Hope: I Am Enough

I don’t know if anyone else is like me, but I have problems.

Looking at Facebook, is sometimes seems like I’m the only one. But I don’t post every time I have a bad day, and I guess neither do you.

What I don’t post are days that I cry solely because my brain chemicals are imbalanced. I don’t Facebook that my husband and I already have recurring issues and arguments, something I don’t think people expect from newlyweds. You won’t find my internal battle on your home page, the “I feel fat fat FAT” versus the “I am beautiful no matter what!” All that and more, and you’ll never see a word of it (unless you read this blog, because yeah).

I have problems, and I am growing up. My birthday is coming up pretty soon, as well as the new year. Usually everyone’s gaze turns forward to anticipate the changes that the new year will bring. But right now, I’m looking inward.

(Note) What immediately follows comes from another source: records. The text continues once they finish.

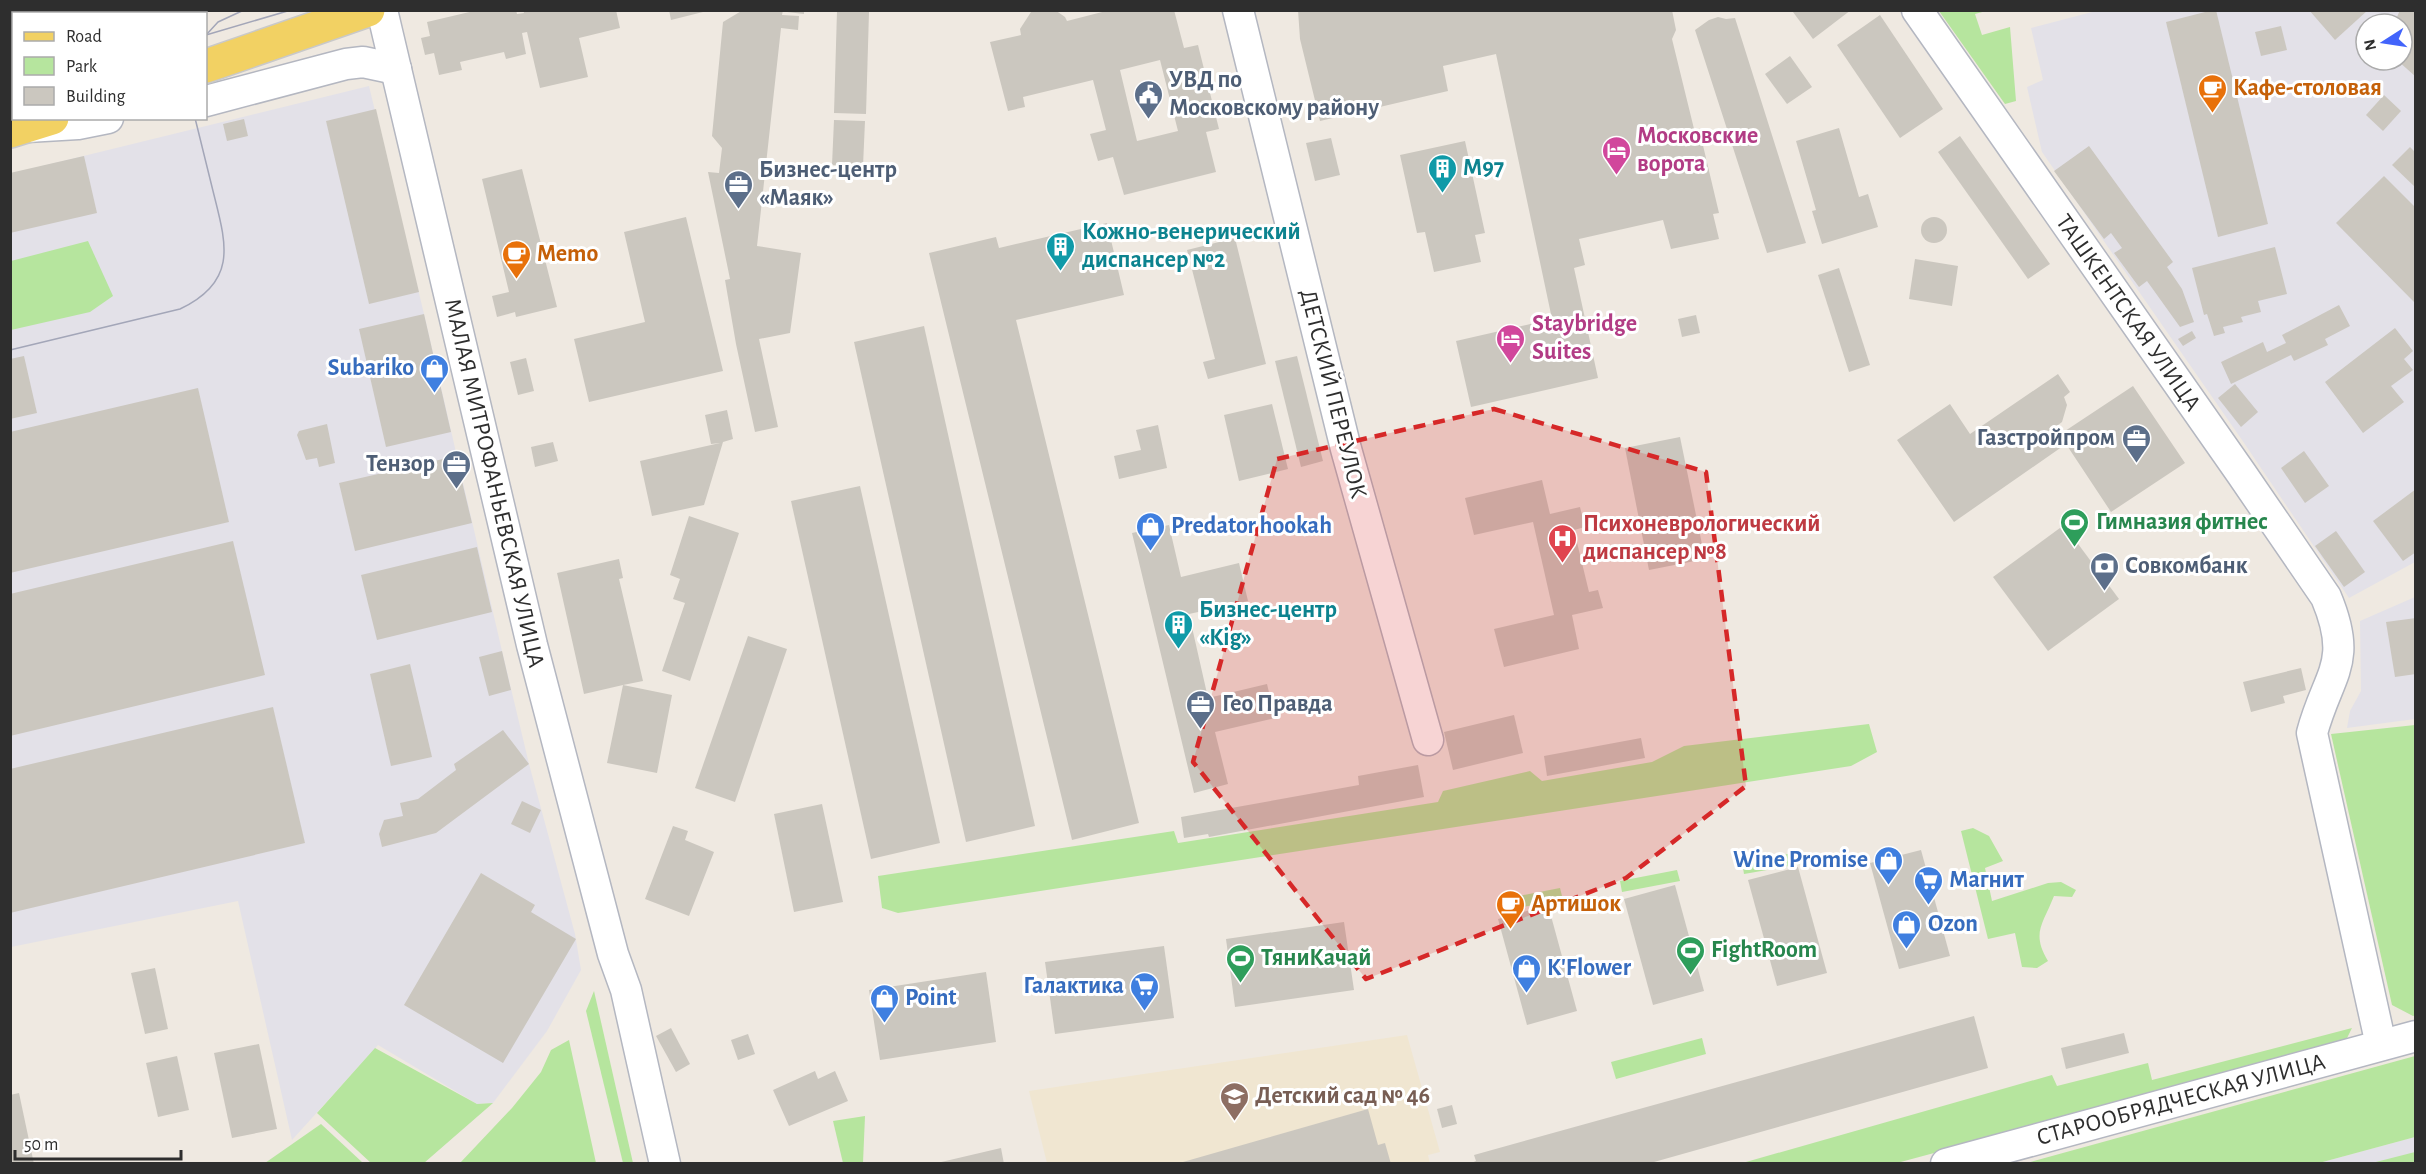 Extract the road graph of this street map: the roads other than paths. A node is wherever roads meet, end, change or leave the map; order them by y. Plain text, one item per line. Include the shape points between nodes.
1 (368, 10) edge
2 (382, 10) edge
3 (1238, 10) edge
4 (1917, 10) edge
5 (207, 66) edge
6 (396, 69) junction
7 (207, 101) edge
8 (98, 120) edge
9 (30, 126) edge
10 (1428, 740) dead end
11 (613, 954) junction
12 (2415, 1036) edge
13 (2381, 1045) junction
14 (647, 1164) edge
15 (665, 1164) edge
16 (1946, 1164) edge

1 - 5 main road
2 - 6 street, МАЛАЯ МИТРОФАНЬЕВСКАЯ УЛИЦА
3 - 10 street, ДЕТСКИЙ ПЕРЕУЛОК via 1346,450
4 - 13 street, ТАШКЕНТСКАЯ УЛИЦА via 2325,597 2339,639 2337,666 2312,733
6 - 7 street via 363,62 346,64
6 - 11 street, МАЛАЯ МИТРОФАНЬЕВСКАЯ УЛИЦА via 532,645
8 - 9 street
11 - 14 street, МАЛАЯ МИТРОФАНЬЕВСКАЯ УЛИЦА via 609,994
11 - 15 street, МАЛАЯ МИТРОФАНЬЕВСКАЯ УЛИЦА via 626,990
12 - 13 street, СТАРООБРЯДЧЕСКАЯ УЛИЦА
13 - 16 street, СТАРООБРЯДЧЕСКАЯ УЛИЦА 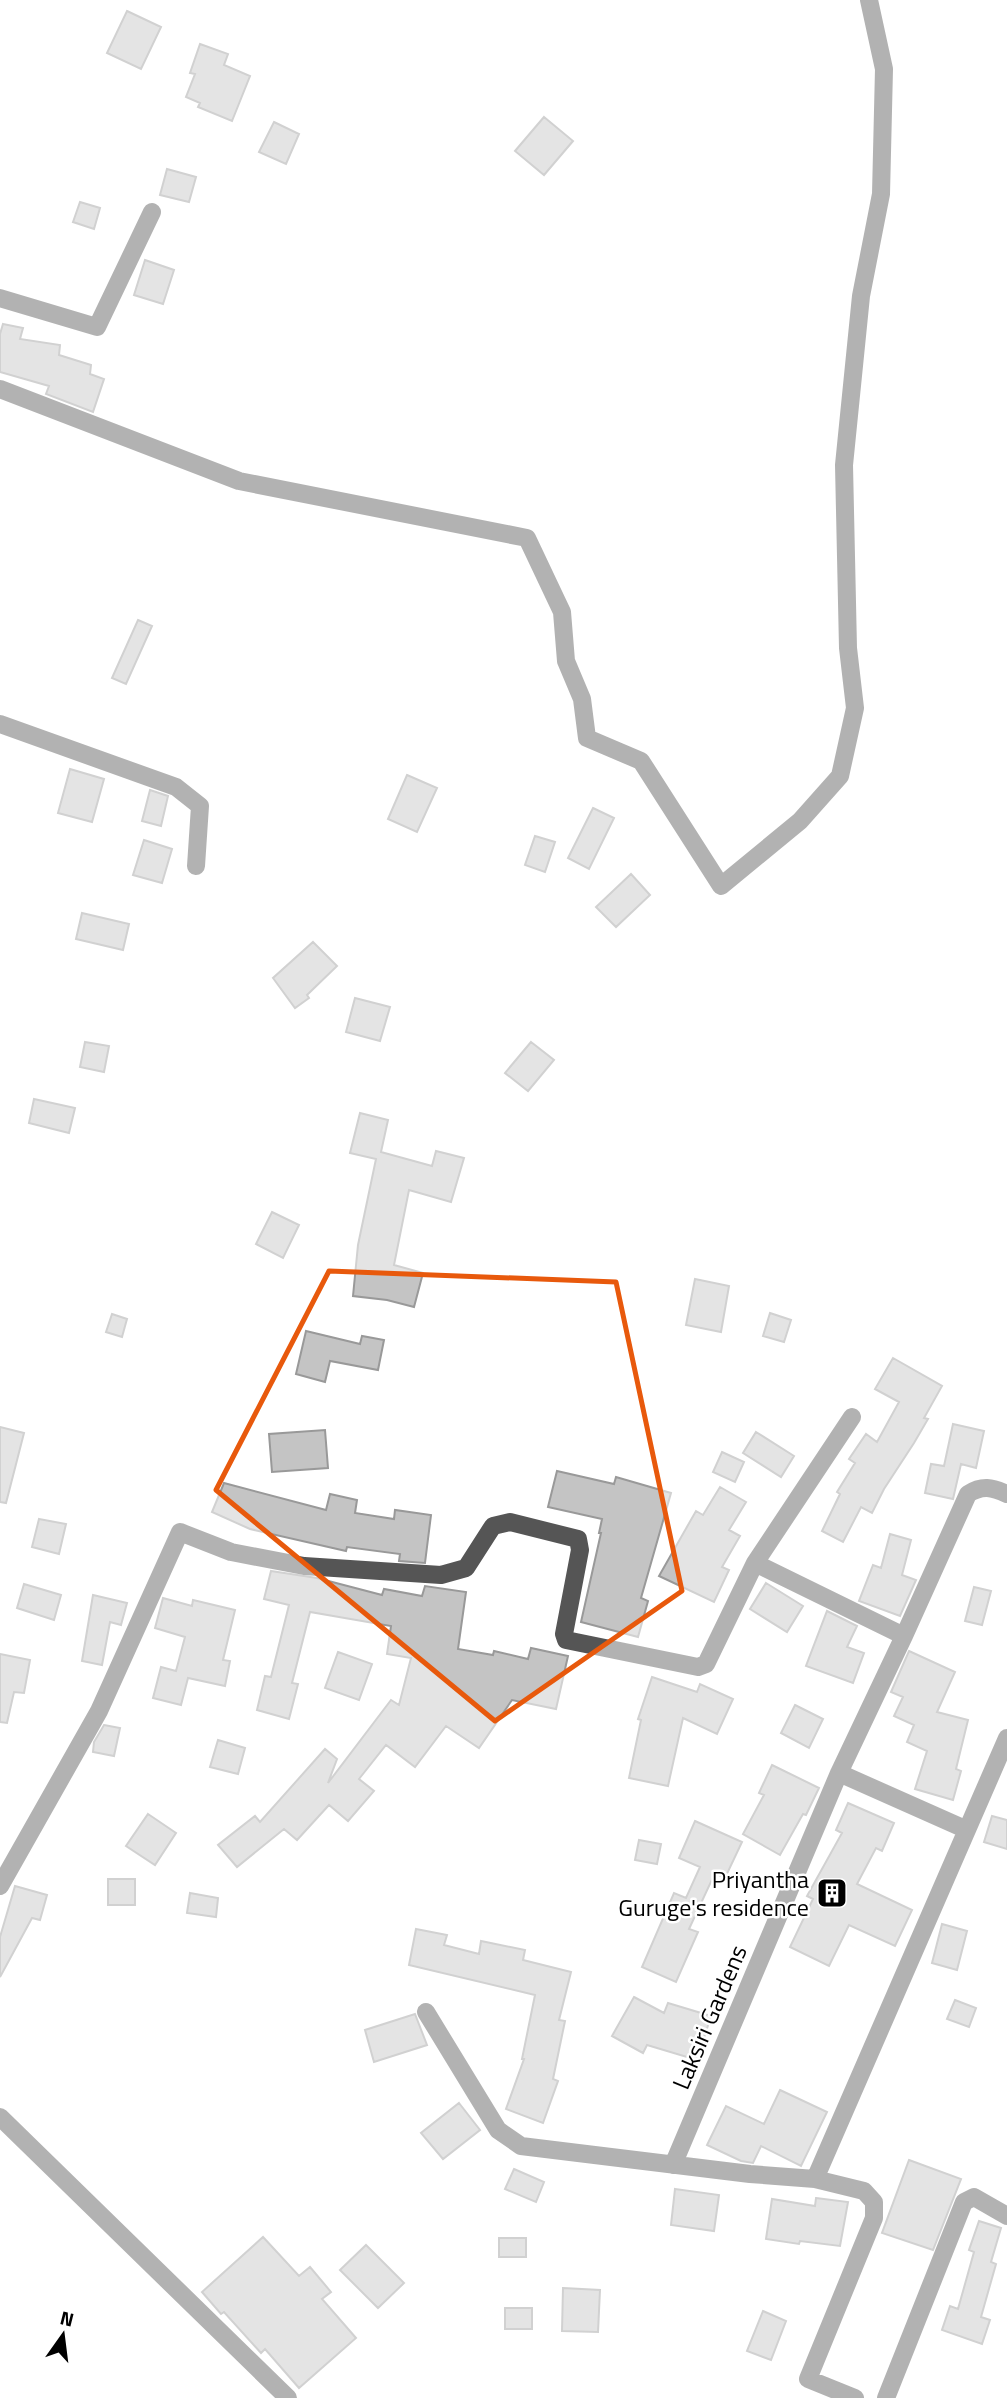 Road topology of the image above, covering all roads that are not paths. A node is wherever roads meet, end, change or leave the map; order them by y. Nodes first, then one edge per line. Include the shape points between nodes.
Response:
1 (869, 0) edge
2 (152, 212) dead end
3 (0, 298) edge
4 (0, 389) edge
5 (0, 724) edge
6 (196, 866) dead end
7 (852, 1417) dead end
8 (1007, 1494) edge
9 (755, 1563) junction
10 (904, 1636) junction
11 (1007, 1738) edge
12 (839, 1773) junction
13 (965, 1829) junction
14 (0, 1886) edge
15 (426, 2012) dead end
16 (0, 2118) edge
17 (673, 2165) junction
18 (815, 2179) junction
19 (1007, 2216) edge
20 (288, 2398) edge
21 (855, 2398) edge
22 (886, 2398) edge

1 - 4 street via 884,69 881,194 861,296 844,465 848,648 856,708 839,776 800,821 721,886 641,761 587,738 582,699 566,661 562,612 527,538 239,481
2 - 3 street via 97,327
5 - 6 street via 176,787 200,806
7 - 9 street
8 - 10 street, Laksiri Gardens via 995,1488 978,1488 968,1494
9 - 10 street
9 - 14 street via 706,1664 698,1667 566,1640 578,1539 510,1522 493,1526 466,1568 441,1575 304,1566 231,1552 180,1532 99,1711
10 - 12 street, Laksiri Gardens
11 - 13 street
12 - 13 street
12 - 17 street, Laksiri Gardens
13 - 18 street
15 - 17 street via 498,2130 521,2146
16 - 20 street
17 - 18 street
18 - 21 street via 864,2191 874,2202 874,2218 808,2379
19 - 22 street via 974,2197 964,2202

Depression does this stupid thing where it robs me of energy plus any hope for the future. And I fall victim to this kind of thought pattern, letting it follow me into days when I would otherwise feel fine. I forget that I’m in my early twenties with most of my life ahead of me. I am a glowing starball of potential, but I forget, and I lose that hope.

So today I am most grateful for the desire to improve, albeit steadily. Although I still have problems and make mistakes it feels like every other minute, I hope I will not lose sight of my current infinite worth and my greater potential. Because remember, you do not decide your worth. Heavenly Father and Jesus Christ love you and believe in you and you belong to them, so you are of infinite worth. At the same time, you can keep improving every day because everyone can learn to live and love better.

This is what hope is to me: Knowing I am good enough, and then trying to be better.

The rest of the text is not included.